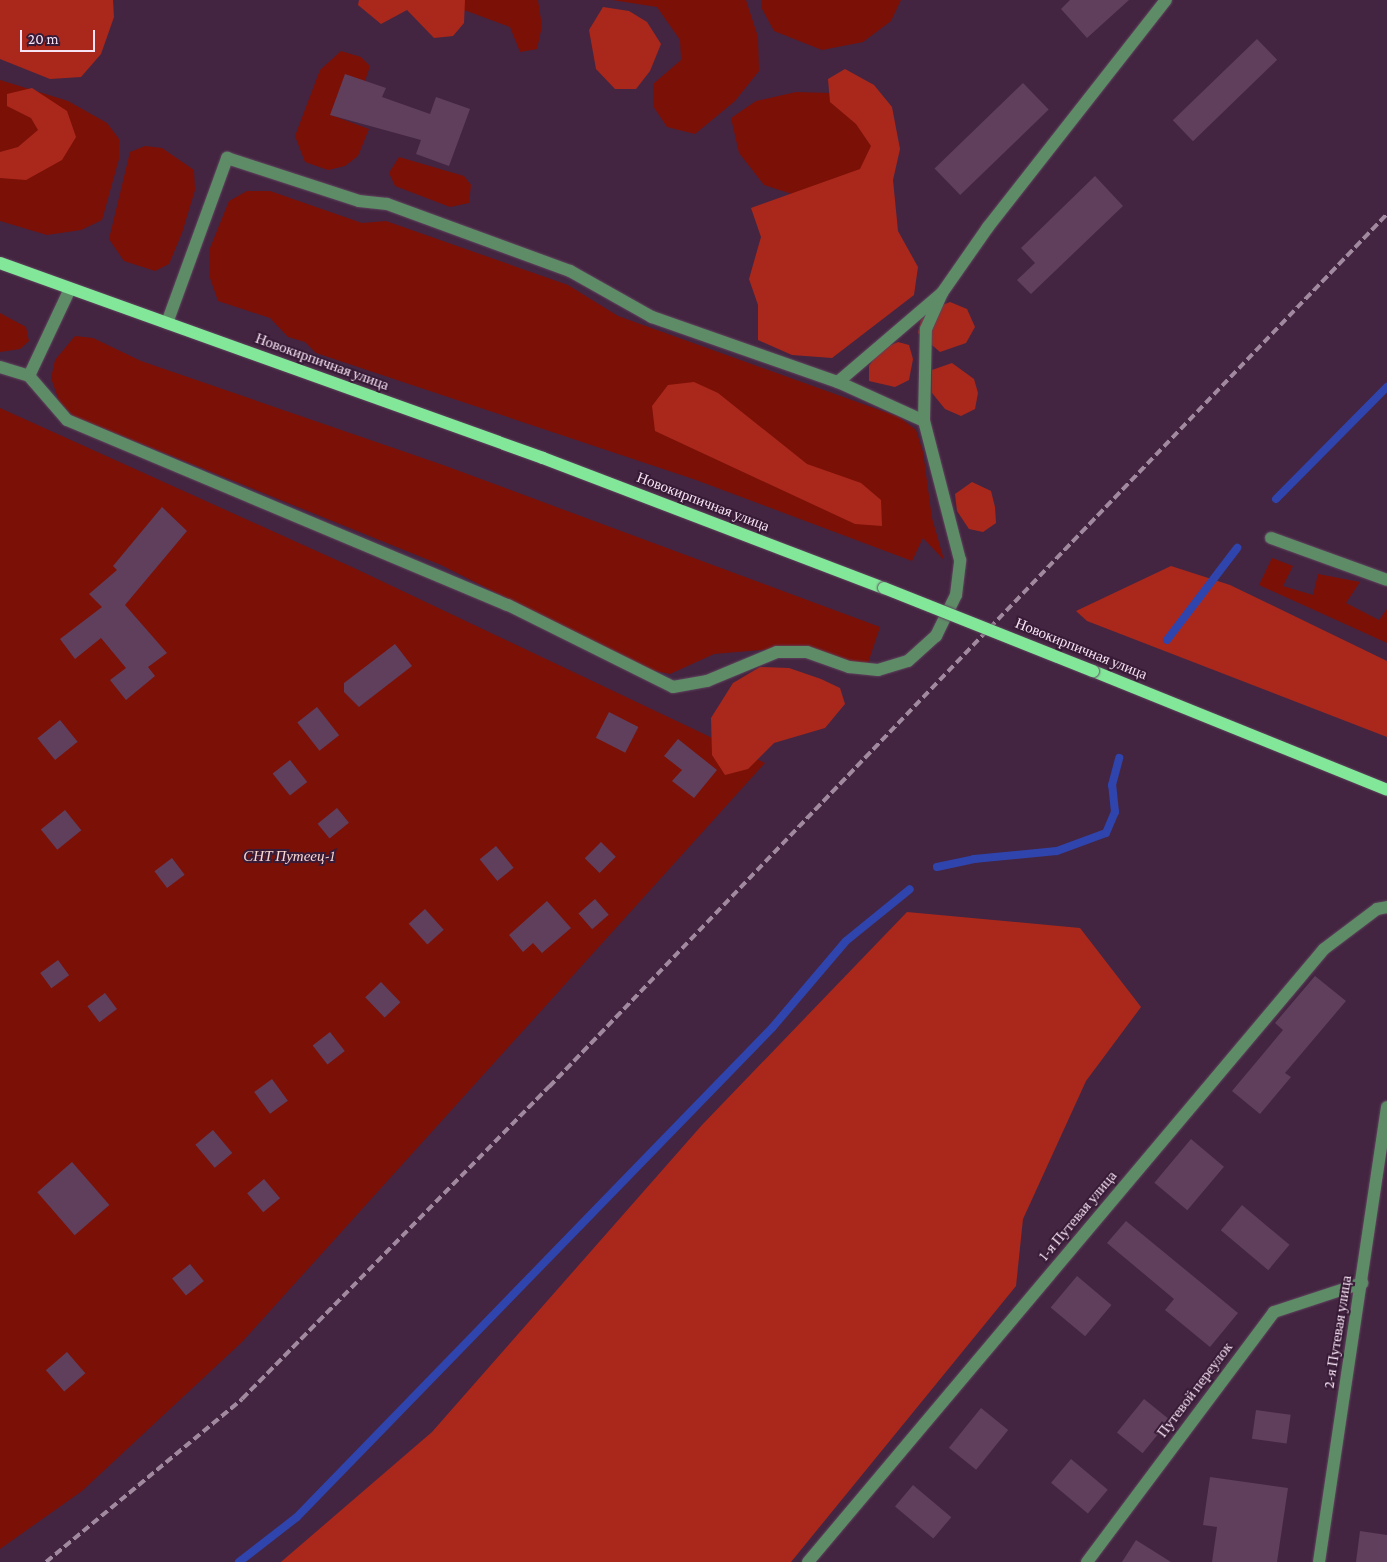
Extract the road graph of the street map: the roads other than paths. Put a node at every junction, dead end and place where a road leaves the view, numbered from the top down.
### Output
1 (1166, 0) edge
2 (0, 263) edge
3 (70, 289) junction
4 (942, 294) junction
5 (167, 323) junction
6 (0, 367) edge
7 (29, 376) junction
8 (838, 382) junction
9 (924, 421) junction
10 (1271, 538) dead end
11 (1387, 580) edge
12 (1387, 790) edge
13 (1387, 907) edge
14 (1387, 1107) edge
15 (1362, 1283) junction
16 (808, 1562) edge
17 (1087, 1562) edge
18 (1319, 1562) edge

1 - 4 street
2 - 3 main road, Новокирпичная улица
3 - 5 main road, Новокирпичная улица
3 - 7 street
4 - 8 street
4 - 9 street
5 - 8 street
5 - 12 main road, Новокирпичная улица, bridge
6 - 7 street
7 - 9 street
8 - 9 street
10 - 11 street
13 - 16 street, 1-я Путевая улица
14 - 15 street, 2-я Путевая улица
15 - 17 street, Путевой переулок
15 - 18 street, 2-я Путевая улица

————————

* **TASK DETAILS**: Output nothing but the records above, word for word, with the pictures removed.

* **SOLUTION TO THE EXERCISE**:
Extract the road graph of the street map: the roads other than paths. Put a node at every junction, dead end and place where a road leaves the view, numbered from the top down.
### Output
1 (1166, 0) edge
2 (0, 263) edge
3 (70, 289) junction
4 (942, 294) junction
5 (167, 323) junction
6 (0, 367) edge
7 (29, 376) junction
8 (838, 382) junction
9 (924, 421) junction
10 (1271, 538) dead end
11 (1387, 580) edge
12 (1387, 790) edge
13 (1387, 907) edge
14 (1387, 1107) edge
15 (1362, 1283) junction
16 (808, 1562) edge
17 (1087, 1562) edge
18 (1319, 1562) edge

1 - 4 street
2 - 3 main road, Новокирпичная улица
3 - 5 main road, Новокирпичная улица
3 - 7 street
4 - 8 street
4 - 9 street
5 - 8 street
5 - 12 main road, Новокирпичная улица, bridge
6 - 7 street
7 - 9 street
8 - 9 street
10 - 11 street
13 - 16 street, 1-я Путевая улица
14 - 15 street, 2-я Путевая улица
15 - 17 street, Путевой переулок
15 - 18 street, 2-я Путевая улица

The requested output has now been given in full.